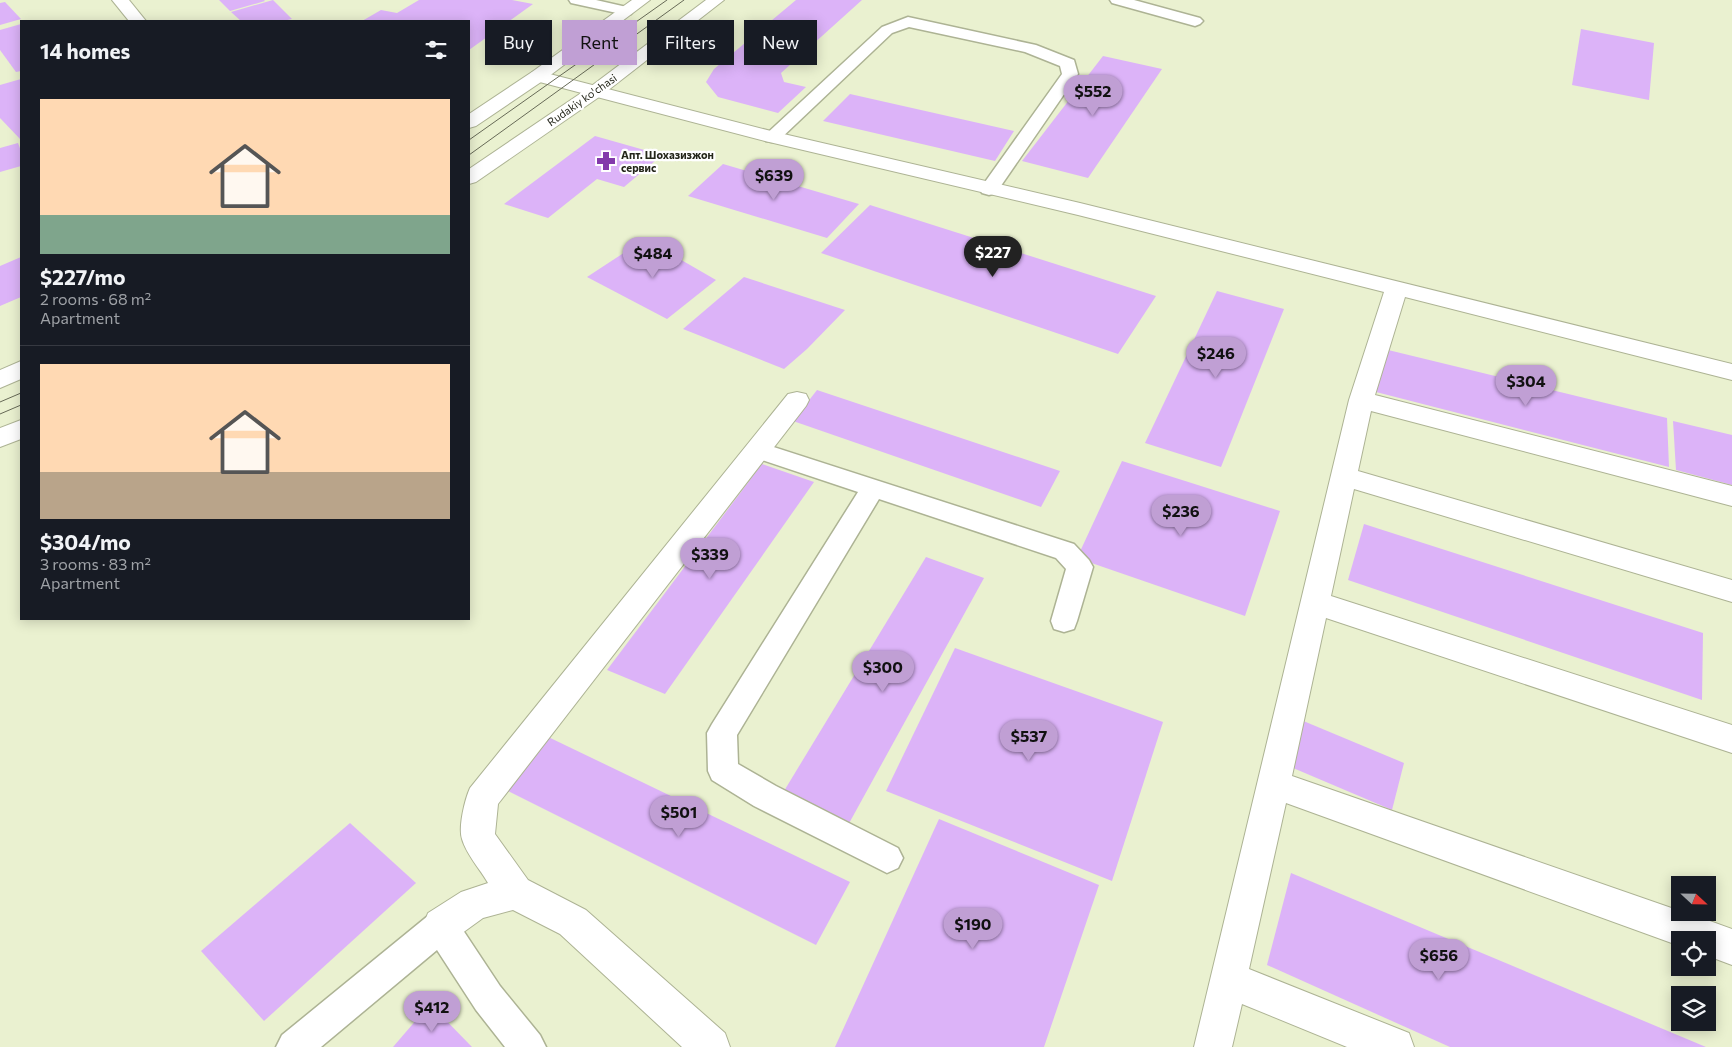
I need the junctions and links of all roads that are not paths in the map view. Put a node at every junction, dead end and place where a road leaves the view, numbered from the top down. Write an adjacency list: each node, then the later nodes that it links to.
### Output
1 (120, 0): 7 (street)
2 (576, 0): 6 (lane)
3 (642, 0): 6 (street)
4 (716, 0): 10 (street, Rudakiy ko'chasi)
5 (1117, 0): 8 (lane)
6 (626, 11): 9 (street)
7 (137, 20)
8 (1195, 21)
9 (538, 76): 10 (street); 11 (street)
10 (596, 91): 12 (street); 13 (street, Rudakiy ko'chasi)
11 (470, 121)
12 (772, 137): 14 (street); 14 (lane)
13 (470, 177)
14 (988, 189): 15 (street)
15 (1397, 287): 17 (street); 20 (street)
16 (20, 370): 18 (street)
17 (1732, 372)
18 (0, 380)
19 (797, 400): 23 (street)
20 (1361, 400): 24 (street); 26 (street)
21 (20, 429): 22 (street)
22 (0, 438)
23 (758, 450): 25 (lane); 33 (street)
24 (1343, 476): 27 (street); 28 (street)
25 (873, 488): 29 (lane); 32 (lane)
26 (1732, 496)
27 (1732, 591)
28 (1315, 603): 30 (street); 31 (street)
29 (1064, 621)
30 (1732, 739)
31 (1273, 784): 35 (street); 36 (street)
32 (887, 858)
33 (515, 892): 34 (street); 39 (street)
34 (440, 926): 37 (lane); 38 (lane)
35 (1732, 947)
36 (1229, 980): 40 (street); 41 (street)
37 (294, 1047)
38 (528, 1047)
39 (710, 1047)
40 (1213, 1047)
41 (1395, 1047)

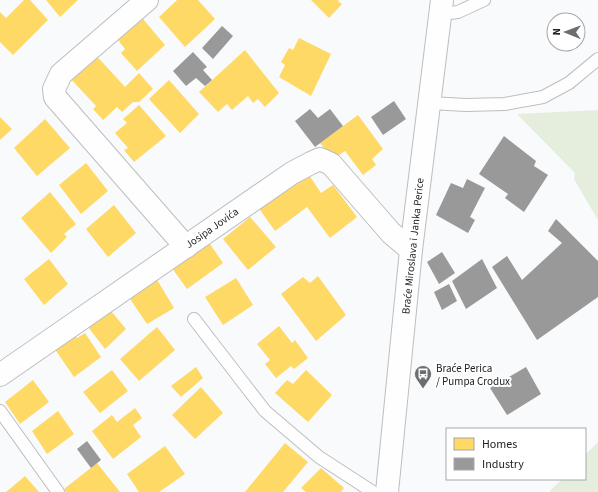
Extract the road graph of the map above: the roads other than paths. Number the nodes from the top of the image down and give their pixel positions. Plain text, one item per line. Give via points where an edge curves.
1 (147, 0) edge
2 (481, 1) edge
3 (441, 7) edge
4 (598, 59) edge
5 (430, 103) junction
6 (186, 247) junction
7 (411, 250) junction
8 (194, 320) dead end
9 (0, 375) edge
10 (0, 411) edge
11 (58, 492) edge
12 (373, 492) edge
13 (388, 492) edge

1 - 6 street via 61,74 54,89 55,97
2 - 3 lane via 458,12
3 - 5 street, Braće Miroslava i Janka Perice
4 - 5 lane via 569,83 543,97 504,104
5 - 7 street, Braće Miroslava i Janka Perice
6 - 7 street, Josipa Jovića via 292,174 320,159 331,164 391,233
6 - 9 street, Josipa Jovića
7 - 13 street, Braće Miroslava i Janka Perice
8 - 12 lane via 265,411 319,457
10 - 11 lane

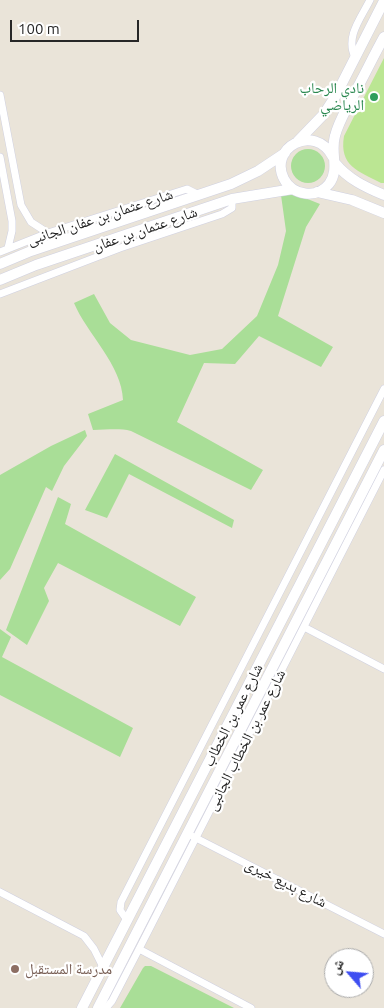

───

### Your task
Should a picture appear among the entries, skip it and copy the rest exactly.

### Task solution
I need the junctions and links of all roads that are not paths in the map view. Put a node at every junction, dead end and place where a road leaves the view, numbered from the top down. Write an adjacency list: each node, then the later nodes that it links to.
### Output
1 (120, 0): 7 (street)
2 (576, 0): 6 (lane)
3 (642, 0): 6 (street)
4 (716, 0): 10 (street, Rudakiy ko'chasi)
5 (1117, 0): 8 (lane)
6 (626, 11): 9 (street)
7 (137, 20)
8 (1195, 21)
9 (538, 76): 10 (street); 11 (street)
10 (596, 91): 12 (street); 13 (street, Rudakiy ko'chasi)
11 (470, 121)
12 (772, 137): 14 (street); 14 (lane)
13 (470, 177)
14 (988, 189): 15 (street)
15 (1397, 287): 17 (street); 20 (street)
16 (20, 370): 18 (street)
17 (1732, 372)
18 (0, 380)
19 (797, 400): 23 (street)
20 (1361, 400): 24 (street); 26 (street)
21 (20, 429): 22 (street)
22 (0, 438)
23 (758, 450): 25 (lane); 33 (street)
24 (1343, 476): 27 (street); 28 (street)
25 (873, 488): 29 (lane); 32 (lane)
26 (1732, 496)
27 (1732, 591)
28 (1315, 603): 30 (street); 31 (street)
29 (1064, 621)
30 (1732, 739)
31 (1273, 784): 35 (street); 36 (street)
32 (887, 858)
33 (515, 892): 34 (street); 39 (street)
34 (440, 926): 37 (lane); 38 (lane)
35 (1732, 947)
36 (1229, 980): 40 (street); 41 (street)
37 (294, 1047)
38 (528, 1047)
39 (710, 1047)
40 (1213, 1047)
41 (1395, 1047)

Extract the road graph of the map above: the roads other than paths. Number the nodes from the top of the image down and give their pixel positions. Plain text, one item per line. Give via points where an edge curves.
1 (147, 0) edge
2 (481, 1) edge
3 (441, 7) edge
4 (598, 59) edge
5 (430, 103) junction
6 (186, 247) junction
7 (411, 250) junction
8 (194, 320) dead end
9 (0, 375) edge
10 (0, 411) edge
11 (58, 492) edge
12 (373, 492) edge
13 (388, 492) edge

1 - 6 street via 61,74 54,89 55,97
2 - 3 lane via 458,12
3 - 5 street, Braće Miroslava i Janka Perice
4 - 5 lane via 569,83 543,97 504,104
5 - 7 street, Braće Miroslava i Janka Perice
6 - 7 street, Josipa Jovića via 292,174 320,159 331,164 391,233
6 - 9 street, Josipa Jovića
7 - 13 street, Braće Miroslava i Janka Perice
8 - 12 lane via 265,411 319,457
10 - 11 lane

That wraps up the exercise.